→ **Task brief**
From the first line to the last, print the listing exactly.

→ **The input**
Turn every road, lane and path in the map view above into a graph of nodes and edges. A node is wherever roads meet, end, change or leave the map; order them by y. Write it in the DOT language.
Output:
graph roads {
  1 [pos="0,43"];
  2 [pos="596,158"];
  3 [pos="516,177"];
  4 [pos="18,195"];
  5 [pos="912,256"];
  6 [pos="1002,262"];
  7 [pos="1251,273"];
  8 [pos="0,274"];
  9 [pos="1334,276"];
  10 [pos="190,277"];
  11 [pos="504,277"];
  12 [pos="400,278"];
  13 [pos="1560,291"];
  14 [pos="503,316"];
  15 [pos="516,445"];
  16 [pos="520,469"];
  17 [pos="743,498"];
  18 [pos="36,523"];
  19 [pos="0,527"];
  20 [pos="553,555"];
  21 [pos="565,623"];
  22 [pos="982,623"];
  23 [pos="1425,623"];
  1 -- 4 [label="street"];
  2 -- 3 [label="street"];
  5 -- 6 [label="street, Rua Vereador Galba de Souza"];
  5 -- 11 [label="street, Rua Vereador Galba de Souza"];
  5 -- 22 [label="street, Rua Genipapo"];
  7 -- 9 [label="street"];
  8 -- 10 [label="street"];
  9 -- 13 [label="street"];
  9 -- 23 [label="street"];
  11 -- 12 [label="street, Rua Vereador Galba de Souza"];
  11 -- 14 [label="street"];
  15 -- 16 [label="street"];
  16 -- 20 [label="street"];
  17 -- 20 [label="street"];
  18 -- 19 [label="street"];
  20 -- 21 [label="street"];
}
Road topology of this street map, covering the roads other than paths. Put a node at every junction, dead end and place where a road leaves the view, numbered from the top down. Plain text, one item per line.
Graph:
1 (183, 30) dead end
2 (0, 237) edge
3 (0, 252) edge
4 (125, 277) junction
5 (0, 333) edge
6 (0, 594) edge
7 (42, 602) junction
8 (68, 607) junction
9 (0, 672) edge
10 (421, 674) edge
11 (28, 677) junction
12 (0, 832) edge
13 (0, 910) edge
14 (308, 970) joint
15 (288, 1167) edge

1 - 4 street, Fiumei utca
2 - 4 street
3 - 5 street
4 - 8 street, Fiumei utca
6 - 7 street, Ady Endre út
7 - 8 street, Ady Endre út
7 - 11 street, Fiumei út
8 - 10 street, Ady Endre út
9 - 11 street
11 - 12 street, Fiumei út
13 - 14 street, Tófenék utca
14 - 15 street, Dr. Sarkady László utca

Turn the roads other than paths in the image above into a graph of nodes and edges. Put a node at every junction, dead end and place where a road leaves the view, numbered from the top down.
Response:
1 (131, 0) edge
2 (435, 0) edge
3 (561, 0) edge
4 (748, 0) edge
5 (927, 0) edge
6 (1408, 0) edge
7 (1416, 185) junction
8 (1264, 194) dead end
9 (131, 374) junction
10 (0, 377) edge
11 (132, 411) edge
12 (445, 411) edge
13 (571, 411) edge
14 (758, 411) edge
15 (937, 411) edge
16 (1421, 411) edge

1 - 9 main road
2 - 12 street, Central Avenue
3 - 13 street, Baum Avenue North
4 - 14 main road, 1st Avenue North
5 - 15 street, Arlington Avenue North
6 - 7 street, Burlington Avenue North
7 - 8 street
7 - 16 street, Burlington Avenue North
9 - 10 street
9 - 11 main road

→ **Expected answer**
Turn every road, lane and path in the map view above into a graph of nodes and edges. A node is wherever roads meet, end, change or leave the map; order them by y. Write it in the DOT language.
Output:
graph roads {
  1 [pos="0,43"];
  2 [pos="596,158"];
  3 [pos="516,177"];
  4 [pos="18,195"];
  5 [pos="912,256"];
  6 [pos="1002,262"];
  7 [pos="1251,273"];
  8 [pos="0,274"];
  9 [pos="1334,276"];
  10 [pos="190,277"];
  11 [pos="504,277"];
  12 [pos="400,278"];
  13 [pos="1560,291"];
  14 [pos="503,316"];
  15 [pos="516,445"];
  16 [pos="520,469"];
  17 [pos="743,498"];
  18 [pos="36,523"];
  19 [pos="0,527"];
  20 [pos="553,555"];
  21 [pos="565,623"];
  22 [pos="982,623"];
  23 [pos="1425,623"];
  1 -- 4 [label="street"];
  2 -- 3 [label="street"];
  5 -- 6 [label="street, Rua Vereador Galba de Souza"];
  5 -- 11 [label="street, Rua Vereador Galba de Souza"];
  5 -- 22 [label="street, Rua Genipapo"];
  7 -- 9 [label="street"];
  8 -- 10 [label="street"];
  9 -- 13 [label="street"];
  9 -- 23 [label="street"];
  11 -- 12 [label="street, Rua Vereador Galba de Souza"];
  11 -- 14 [label="street"];
  15 -- 16 [label="street"];
  16 -- 20 [label="street"];
  17 -- 20 [label="street"];
  18 -- 19 [label="street"];
  20 -- 21 [label="street"];
}
Road topology of this street map, covering the roads other than paths. Put a node at every junction, dead end and place where a road leaves the view, numbered from the top down. Plain text, one item per line.
Graph:
1 (183, 30) dead end
2 (0, 237) edge
3 (0, 252) edge
4 (125, 277) junction
5 (0, 333) edge
6 (0, 594) edge
7 (42, 602) junction
8 (68, 607) junction
9 (0, 672) edge
10 (421, 674) edge
11 (28, 677) junction
12 (0, 832) edge
13 (0, 910) edge
14 (308, 970) joint
15 (288, 1167) edge

1 - 4 street, Fiumei utca
2 - 4 street
3 - 5 street
4 - 8 street, Fiumei utca
6 - 7 street, Ady Endre út
7 - 8 street, Ady Endre út
7 - 11 street, Fiumei út
8 - 10 street, Ady Endre út
9 - 11 street
11 - 12 street, Fiumei út
13 - 14 street, Tófenék utca
14 - 15 street, Dr. Sarkady László utca

Turn the roads other than paths in the image above into a graph of nodes and edges. Put a node at every junction, dead end and place where a road leaves the view, numbered from the top down.
Response:
1 (131, 0) edge
2 (435, 0) edge
3 (561, 0) edge
4 (748, 0) edge
5 (927, 0) edge
6 (1408, 0) edge
7 (1416, 185) junction
8 (1264, 194) dead end
9 (131, 374) junction
10 (0, 377) edge
11 (132, 411) edge
12 (445, 411) edge
13 (571, 411) edge
14 (758, 411) edge
15 (937, 411) edge
16 (1421, 411) edge

1 - 9 main road
2 - 12 street, Central Avenue
3 - 13 street, Baum Avenue North
4 - 14 main road, 1st Avenue North
5 - 15 street, Arlington Avenue North
6 - 7 street, Burlington Avenue North
7 - 8 street
7 - 16 street, Burlington Avenue North
9 - 10 street
9 - 11 main road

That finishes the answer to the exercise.